* [WORK INSTRUCTIONS]: Isolate every line in the data with the string "picture" and copy it.

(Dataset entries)
-----
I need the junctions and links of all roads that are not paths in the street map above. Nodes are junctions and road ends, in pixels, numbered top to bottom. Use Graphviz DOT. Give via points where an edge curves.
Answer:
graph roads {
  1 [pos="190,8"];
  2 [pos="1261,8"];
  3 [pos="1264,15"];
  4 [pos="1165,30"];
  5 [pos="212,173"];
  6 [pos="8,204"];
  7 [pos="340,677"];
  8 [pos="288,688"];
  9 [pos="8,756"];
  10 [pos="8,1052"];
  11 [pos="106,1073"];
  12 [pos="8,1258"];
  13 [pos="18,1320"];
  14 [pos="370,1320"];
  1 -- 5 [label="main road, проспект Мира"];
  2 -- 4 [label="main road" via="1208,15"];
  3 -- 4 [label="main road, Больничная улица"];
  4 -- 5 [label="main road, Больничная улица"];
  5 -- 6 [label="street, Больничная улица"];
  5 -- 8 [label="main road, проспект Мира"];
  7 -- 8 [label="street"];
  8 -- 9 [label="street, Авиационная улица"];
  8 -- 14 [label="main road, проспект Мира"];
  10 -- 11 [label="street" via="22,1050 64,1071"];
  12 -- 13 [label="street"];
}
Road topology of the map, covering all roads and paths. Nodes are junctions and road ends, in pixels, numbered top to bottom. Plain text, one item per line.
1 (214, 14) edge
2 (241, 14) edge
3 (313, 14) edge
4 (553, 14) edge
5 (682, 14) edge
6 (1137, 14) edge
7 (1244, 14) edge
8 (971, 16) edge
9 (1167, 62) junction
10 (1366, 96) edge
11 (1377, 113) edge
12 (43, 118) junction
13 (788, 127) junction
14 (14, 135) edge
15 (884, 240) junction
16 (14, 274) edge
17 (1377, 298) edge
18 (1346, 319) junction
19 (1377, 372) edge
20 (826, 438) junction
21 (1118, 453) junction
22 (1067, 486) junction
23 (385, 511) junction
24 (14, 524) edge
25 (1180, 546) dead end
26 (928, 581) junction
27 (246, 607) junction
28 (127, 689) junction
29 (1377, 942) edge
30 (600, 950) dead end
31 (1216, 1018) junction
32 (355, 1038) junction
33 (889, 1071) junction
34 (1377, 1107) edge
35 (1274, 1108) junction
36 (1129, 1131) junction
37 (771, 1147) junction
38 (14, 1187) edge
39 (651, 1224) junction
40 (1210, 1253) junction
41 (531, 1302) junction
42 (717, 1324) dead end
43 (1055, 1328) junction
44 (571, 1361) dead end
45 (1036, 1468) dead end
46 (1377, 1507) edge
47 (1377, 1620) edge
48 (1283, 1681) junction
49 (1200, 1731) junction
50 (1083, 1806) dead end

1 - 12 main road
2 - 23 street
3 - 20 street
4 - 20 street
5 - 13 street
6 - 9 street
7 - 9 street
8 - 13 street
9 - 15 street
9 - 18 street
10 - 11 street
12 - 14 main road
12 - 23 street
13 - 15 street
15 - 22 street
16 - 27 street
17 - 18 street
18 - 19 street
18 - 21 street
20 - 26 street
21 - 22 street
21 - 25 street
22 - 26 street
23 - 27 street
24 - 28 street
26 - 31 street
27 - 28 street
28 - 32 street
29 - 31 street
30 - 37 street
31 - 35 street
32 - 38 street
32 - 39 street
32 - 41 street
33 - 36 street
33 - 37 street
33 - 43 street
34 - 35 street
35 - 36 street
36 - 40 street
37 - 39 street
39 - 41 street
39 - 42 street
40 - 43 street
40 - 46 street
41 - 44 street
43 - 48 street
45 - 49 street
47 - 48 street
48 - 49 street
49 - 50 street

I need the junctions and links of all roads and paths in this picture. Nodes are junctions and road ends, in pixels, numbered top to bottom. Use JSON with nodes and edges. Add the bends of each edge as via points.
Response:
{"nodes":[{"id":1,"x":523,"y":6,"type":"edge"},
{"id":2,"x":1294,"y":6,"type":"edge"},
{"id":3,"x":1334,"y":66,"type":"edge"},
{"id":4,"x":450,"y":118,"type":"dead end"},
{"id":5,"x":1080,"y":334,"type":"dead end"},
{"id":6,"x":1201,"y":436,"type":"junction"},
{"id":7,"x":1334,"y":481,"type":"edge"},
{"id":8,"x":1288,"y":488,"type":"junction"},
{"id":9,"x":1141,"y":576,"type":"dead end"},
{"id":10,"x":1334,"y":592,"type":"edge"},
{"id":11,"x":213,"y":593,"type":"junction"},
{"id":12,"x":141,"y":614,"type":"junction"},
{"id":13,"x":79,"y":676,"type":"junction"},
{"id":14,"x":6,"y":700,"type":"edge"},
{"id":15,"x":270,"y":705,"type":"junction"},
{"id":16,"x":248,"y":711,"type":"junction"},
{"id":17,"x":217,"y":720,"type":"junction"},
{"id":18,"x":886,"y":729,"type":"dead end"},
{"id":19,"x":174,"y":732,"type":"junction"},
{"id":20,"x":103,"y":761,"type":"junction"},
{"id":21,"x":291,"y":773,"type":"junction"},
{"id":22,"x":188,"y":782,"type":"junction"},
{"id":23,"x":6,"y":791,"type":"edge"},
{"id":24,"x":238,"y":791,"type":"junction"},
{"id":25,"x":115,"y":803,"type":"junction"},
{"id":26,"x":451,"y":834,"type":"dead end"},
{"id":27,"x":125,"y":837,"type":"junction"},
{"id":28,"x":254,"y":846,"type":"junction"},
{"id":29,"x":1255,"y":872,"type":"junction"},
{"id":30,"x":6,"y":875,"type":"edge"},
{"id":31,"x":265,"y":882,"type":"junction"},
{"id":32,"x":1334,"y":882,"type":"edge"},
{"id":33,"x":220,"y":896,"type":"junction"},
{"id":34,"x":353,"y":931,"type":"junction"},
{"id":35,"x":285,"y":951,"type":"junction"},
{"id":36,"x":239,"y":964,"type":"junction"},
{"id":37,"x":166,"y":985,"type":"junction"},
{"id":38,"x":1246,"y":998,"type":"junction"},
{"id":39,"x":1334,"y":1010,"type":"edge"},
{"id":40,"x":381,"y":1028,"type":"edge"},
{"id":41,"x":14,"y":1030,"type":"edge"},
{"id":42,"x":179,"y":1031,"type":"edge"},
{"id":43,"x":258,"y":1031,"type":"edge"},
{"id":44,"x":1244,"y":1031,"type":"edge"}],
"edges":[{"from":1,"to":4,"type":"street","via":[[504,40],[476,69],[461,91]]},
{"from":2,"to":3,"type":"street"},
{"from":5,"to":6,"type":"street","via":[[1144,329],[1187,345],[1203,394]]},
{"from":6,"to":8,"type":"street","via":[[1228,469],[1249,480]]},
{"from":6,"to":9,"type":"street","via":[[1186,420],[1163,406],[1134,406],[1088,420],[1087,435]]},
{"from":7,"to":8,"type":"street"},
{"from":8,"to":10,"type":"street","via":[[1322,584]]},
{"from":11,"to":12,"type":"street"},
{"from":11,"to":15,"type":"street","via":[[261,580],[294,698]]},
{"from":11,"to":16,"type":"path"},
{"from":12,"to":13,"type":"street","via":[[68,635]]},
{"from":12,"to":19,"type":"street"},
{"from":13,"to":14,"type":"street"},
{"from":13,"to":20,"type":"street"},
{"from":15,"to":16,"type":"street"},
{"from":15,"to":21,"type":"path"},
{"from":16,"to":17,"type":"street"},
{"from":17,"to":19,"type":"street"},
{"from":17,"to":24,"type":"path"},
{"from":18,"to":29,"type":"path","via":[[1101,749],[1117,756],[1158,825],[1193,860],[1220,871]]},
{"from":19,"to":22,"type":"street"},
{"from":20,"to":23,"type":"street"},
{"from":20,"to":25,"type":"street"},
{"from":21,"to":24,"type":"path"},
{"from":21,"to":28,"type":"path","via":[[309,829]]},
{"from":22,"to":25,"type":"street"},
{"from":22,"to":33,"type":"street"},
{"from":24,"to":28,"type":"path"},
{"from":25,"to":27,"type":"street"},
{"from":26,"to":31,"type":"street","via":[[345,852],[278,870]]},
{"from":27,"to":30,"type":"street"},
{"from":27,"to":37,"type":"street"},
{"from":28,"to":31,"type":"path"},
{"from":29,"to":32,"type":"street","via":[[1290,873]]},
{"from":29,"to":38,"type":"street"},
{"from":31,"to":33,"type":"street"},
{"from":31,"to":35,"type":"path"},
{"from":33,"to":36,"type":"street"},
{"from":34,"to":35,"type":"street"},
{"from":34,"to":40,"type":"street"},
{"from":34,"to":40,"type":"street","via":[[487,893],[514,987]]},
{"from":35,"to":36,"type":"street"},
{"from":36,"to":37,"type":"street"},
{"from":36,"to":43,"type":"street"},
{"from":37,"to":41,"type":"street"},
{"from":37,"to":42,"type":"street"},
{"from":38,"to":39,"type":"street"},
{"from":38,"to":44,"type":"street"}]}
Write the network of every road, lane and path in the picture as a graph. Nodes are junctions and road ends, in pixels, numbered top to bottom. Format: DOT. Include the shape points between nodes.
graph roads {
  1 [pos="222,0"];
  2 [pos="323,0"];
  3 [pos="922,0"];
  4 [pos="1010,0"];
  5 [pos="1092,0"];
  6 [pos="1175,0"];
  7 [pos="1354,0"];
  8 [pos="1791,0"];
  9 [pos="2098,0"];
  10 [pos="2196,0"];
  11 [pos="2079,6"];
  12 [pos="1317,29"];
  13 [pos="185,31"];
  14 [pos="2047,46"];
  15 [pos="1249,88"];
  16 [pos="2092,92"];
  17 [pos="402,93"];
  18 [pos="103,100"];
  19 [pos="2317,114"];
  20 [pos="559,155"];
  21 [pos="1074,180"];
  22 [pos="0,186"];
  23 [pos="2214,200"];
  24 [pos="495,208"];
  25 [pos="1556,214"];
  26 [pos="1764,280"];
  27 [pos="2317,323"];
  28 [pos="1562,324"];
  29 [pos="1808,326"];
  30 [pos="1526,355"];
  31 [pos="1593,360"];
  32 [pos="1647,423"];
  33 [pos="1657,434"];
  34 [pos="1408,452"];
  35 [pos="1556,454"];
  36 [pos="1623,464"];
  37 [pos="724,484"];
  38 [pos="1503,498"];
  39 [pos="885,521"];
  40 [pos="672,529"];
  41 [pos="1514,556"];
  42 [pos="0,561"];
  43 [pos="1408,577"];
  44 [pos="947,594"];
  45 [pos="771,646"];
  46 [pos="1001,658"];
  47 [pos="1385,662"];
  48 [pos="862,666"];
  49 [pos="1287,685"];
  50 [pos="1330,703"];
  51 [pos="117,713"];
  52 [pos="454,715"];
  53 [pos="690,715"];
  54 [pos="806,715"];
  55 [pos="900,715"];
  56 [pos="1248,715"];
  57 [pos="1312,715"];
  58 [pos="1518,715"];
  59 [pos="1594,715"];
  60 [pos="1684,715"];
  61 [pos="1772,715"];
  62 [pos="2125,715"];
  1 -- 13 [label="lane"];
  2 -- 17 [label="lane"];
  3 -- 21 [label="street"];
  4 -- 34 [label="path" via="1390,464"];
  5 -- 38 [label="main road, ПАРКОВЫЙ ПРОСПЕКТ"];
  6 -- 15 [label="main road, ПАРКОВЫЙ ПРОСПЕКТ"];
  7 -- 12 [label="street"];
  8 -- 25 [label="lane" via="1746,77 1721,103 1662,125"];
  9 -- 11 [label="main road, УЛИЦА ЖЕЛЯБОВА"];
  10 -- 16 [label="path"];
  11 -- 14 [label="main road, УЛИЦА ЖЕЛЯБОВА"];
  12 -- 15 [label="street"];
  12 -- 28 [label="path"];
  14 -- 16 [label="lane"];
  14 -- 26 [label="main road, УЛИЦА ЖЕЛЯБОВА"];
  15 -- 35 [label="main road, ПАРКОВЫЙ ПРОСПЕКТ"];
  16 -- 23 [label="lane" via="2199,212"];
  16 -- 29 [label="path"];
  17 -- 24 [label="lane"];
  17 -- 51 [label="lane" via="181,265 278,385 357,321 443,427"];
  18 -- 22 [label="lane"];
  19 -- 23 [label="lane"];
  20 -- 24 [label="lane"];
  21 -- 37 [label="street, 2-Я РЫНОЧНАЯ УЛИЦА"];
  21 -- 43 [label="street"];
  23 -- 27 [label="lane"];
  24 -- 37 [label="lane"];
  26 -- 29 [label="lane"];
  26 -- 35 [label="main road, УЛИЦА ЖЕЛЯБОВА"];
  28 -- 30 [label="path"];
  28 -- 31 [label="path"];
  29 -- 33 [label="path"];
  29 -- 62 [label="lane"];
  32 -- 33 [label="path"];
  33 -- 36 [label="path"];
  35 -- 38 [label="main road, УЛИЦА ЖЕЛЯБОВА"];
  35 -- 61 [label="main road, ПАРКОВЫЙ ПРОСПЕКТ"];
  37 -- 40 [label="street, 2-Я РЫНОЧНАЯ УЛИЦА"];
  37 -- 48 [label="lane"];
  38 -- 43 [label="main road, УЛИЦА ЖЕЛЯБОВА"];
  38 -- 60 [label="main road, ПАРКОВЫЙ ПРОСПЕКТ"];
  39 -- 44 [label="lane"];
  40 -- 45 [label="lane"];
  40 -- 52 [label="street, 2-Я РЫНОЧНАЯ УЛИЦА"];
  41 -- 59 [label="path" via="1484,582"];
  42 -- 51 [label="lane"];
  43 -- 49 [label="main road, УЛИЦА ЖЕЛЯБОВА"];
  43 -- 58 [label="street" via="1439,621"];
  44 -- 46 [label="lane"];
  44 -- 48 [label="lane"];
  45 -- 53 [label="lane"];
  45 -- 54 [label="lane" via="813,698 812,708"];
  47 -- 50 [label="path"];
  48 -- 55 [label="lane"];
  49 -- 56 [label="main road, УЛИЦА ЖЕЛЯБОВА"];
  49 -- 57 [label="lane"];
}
-----
* [EXERCISE RESULT]:
I need the junctions and links of all roads and paths in this picture. Nodes are junctions and road ends, in pixels, numbered top to bottom. Use JSON with nodes and edges. Add the bends of each edge as via points.
Write the network of every road, lane and path in the picture as a graph. Nodes are junctions and road ends, in pixels, numbered top to bottom. Format: DOT. Include the shape points between nodes.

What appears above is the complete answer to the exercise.